***** INPUT FOR THIS TASK

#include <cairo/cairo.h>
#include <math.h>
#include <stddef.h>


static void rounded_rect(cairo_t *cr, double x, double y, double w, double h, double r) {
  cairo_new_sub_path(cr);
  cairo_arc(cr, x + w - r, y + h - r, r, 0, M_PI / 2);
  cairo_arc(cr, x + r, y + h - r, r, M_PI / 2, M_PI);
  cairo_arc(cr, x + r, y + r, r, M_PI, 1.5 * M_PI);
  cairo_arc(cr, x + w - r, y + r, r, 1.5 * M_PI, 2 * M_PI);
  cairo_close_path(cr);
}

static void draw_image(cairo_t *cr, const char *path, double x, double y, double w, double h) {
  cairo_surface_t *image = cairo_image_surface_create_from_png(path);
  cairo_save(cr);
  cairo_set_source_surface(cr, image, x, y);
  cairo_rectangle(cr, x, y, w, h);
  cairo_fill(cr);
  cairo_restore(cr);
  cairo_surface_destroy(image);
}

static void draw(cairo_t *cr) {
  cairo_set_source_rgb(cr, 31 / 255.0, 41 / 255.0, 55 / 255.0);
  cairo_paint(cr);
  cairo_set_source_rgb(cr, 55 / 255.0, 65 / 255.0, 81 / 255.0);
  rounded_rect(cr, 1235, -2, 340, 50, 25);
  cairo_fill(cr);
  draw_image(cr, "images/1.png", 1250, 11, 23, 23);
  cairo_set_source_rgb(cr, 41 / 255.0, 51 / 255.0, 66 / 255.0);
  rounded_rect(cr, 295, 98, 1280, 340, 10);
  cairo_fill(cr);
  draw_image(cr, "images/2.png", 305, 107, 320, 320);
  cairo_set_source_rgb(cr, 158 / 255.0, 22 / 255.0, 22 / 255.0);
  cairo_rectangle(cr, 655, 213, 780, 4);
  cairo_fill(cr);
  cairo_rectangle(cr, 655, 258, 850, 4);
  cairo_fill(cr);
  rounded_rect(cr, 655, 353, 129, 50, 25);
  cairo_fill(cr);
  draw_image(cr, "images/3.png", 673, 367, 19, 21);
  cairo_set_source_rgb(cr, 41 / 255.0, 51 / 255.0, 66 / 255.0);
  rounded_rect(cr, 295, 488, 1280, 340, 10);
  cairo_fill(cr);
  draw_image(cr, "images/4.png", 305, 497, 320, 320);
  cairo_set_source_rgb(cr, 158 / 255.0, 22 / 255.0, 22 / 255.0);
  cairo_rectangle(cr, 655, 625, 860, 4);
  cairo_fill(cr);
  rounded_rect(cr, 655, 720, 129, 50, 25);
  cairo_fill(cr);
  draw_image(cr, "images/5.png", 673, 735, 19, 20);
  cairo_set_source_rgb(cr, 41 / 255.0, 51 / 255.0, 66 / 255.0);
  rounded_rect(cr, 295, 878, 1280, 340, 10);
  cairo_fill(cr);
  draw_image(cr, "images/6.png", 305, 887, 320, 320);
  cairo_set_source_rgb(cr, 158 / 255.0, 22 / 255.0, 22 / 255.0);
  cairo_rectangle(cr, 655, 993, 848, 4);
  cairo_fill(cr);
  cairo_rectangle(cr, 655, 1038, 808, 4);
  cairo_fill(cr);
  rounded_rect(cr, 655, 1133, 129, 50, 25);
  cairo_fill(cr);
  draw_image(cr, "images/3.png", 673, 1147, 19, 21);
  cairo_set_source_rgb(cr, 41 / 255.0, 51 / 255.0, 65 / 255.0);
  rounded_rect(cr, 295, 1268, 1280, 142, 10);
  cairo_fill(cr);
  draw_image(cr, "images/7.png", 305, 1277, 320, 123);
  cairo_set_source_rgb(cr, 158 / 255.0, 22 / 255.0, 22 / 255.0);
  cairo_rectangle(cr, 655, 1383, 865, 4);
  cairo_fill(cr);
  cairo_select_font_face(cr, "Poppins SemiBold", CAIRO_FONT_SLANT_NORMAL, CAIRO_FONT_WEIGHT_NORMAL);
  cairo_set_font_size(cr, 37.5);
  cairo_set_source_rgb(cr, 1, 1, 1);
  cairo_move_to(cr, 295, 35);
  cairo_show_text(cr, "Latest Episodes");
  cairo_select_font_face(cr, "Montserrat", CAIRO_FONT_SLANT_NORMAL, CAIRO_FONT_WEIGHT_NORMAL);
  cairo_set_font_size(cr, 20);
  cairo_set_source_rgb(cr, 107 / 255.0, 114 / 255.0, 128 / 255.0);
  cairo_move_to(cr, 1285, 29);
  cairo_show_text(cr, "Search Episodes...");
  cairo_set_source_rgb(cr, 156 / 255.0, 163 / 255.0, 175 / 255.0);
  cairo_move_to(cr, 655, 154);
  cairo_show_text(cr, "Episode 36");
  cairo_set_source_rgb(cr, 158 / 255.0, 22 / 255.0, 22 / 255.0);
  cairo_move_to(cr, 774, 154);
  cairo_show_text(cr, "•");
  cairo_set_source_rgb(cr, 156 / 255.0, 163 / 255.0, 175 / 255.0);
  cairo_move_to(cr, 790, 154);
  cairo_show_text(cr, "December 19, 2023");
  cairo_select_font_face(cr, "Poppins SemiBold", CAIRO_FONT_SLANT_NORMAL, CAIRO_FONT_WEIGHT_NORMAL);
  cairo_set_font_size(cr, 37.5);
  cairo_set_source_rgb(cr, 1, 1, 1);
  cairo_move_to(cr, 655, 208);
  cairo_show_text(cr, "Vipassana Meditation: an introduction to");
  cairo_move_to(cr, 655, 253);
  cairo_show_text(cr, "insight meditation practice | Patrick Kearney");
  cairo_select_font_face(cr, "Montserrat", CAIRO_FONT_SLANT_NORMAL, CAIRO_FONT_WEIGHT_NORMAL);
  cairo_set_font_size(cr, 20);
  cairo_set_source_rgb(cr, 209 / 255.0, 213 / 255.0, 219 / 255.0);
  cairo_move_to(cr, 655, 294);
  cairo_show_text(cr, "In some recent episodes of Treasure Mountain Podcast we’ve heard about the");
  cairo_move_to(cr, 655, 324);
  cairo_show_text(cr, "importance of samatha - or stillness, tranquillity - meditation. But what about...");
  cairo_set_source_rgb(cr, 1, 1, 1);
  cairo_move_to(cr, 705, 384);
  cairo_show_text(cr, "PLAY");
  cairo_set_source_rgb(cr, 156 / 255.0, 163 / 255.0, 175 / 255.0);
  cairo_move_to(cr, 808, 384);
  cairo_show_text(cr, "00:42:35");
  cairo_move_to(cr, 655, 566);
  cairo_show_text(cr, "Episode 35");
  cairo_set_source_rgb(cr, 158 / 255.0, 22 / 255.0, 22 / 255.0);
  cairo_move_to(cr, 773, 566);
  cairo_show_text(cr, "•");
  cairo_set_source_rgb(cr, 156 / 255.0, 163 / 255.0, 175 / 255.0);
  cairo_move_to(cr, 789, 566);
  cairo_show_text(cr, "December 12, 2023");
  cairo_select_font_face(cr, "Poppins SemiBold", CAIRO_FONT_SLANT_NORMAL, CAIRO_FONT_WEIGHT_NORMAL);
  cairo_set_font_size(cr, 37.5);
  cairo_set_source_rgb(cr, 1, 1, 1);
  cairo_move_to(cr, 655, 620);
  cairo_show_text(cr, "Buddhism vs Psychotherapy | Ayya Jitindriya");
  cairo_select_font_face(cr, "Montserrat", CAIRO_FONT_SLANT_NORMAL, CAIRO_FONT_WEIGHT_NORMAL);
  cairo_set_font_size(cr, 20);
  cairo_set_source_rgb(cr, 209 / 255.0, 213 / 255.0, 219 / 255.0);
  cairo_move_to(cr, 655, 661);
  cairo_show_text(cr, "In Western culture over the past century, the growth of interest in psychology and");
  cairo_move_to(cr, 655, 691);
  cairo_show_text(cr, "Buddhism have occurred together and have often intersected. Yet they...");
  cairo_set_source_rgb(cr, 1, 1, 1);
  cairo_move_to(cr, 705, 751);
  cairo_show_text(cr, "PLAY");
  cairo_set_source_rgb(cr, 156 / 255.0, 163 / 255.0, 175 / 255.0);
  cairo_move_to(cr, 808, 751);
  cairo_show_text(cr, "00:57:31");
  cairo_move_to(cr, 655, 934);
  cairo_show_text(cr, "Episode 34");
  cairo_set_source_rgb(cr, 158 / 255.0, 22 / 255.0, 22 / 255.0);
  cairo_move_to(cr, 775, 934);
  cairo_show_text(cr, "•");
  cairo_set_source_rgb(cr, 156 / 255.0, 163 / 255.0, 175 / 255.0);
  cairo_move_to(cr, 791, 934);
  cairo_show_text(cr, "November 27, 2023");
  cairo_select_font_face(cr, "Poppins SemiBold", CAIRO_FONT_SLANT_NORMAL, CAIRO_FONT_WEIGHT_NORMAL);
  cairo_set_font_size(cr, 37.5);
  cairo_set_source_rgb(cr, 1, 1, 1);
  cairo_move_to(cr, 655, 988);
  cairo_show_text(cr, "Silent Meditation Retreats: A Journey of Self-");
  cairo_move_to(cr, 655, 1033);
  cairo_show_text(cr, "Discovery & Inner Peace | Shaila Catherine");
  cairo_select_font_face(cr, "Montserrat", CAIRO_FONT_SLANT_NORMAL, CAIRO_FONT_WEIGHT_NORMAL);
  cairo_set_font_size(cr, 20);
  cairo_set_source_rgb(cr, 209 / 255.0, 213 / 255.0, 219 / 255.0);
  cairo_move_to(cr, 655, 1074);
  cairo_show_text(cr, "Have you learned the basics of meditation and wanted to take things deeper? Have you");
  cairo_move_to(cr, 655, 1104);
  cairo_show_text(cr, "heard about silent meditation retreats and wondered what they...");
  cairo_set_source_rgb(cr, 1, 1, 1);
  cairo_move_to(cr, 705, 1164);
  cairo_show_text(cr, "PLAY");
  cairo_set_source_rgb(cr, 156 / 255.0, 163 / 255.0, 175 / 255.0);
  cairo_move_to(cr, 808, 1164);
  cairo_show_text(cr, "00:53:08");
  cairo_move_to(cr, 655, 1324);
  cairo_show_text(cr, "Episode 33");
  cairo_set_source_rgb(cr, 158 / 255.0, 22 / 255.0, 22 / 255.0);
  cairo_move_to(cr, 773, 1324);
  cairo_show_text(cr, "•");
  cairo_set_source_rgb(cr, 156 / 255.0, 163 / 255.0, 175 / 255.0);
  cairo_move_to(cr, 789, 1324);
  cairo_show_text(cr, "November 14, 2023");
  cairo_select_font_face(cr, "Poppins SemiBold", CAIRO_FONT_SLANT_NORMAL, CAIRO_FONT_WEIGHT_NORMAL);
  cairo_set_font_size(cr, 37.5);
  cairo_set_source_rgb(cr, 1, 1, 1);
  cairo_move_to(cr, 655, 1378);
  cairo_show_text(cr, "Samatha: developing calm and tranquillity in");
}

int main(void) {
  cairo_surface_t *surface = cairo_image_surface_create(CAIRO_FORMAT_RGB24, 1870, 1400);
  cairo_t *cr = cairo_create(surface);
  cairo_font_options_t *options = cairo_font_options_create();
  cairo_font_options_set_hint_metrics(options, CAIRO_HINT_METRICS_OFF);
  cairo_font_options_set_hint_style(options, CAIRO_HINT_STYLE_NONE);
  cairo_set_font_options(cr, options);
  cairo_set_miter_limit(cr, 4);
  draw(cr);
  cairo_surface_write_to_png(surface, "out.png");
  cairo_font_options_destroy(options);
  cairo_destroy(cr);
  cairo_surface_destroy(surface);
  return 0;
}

**********

*TO DO:* From the entries above, pull out each line that includes "what".

*ANSWER:*
  cairo_show_text(cr, "importance of samatha - or stillness, tranquillity - meditation. But what about...");
  cairo_show_text(cr, "heard about silent meditation retreats and wondered what they...");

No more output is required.